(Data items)
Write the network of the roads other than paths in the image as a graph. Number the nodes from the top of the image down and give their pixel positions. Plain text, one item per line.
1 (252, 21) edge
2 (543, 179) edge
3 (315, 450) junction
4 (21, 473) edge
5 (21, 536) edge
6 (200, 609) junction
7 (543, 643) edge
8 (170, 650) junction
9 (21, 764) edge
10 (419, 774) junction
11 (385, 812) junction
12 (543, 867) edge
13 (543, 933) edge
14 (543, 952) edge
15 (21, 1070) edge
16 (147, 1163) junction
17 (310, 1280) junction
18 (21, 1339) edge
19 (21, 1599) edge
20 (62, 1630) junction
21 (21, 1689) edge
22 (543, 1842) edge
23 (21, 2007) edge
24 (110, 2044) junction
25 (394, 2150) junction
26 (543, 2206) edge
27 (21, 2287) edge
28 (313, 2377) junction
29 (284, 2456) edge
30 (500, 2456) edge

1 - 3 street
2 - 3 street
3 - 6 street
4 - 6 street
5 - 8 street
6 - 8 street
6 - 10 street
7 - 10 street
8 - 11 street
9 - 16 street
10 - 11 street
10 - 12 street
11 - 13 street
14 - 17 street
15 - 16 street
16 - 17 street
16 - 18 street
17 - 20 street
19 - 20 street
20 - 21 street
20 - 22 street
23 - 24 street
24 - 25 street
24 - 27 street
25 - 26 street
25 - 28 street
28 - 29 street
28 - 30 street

### What is required
Filter the records for lines holding the string "junction". Copy each one.

### Answer for the task
3 (315, 450) junction
6 (200, 609) junction
8 (170, 650) junction
10 (419, 774) junction
11 (385, 812) junction
16 (147, 1163) junction
17 (310, 1280) junction
20 (62, 1630) junction
24 (110, 2044) junction
25 (394, 2150) junction
28 (313, 2377) junction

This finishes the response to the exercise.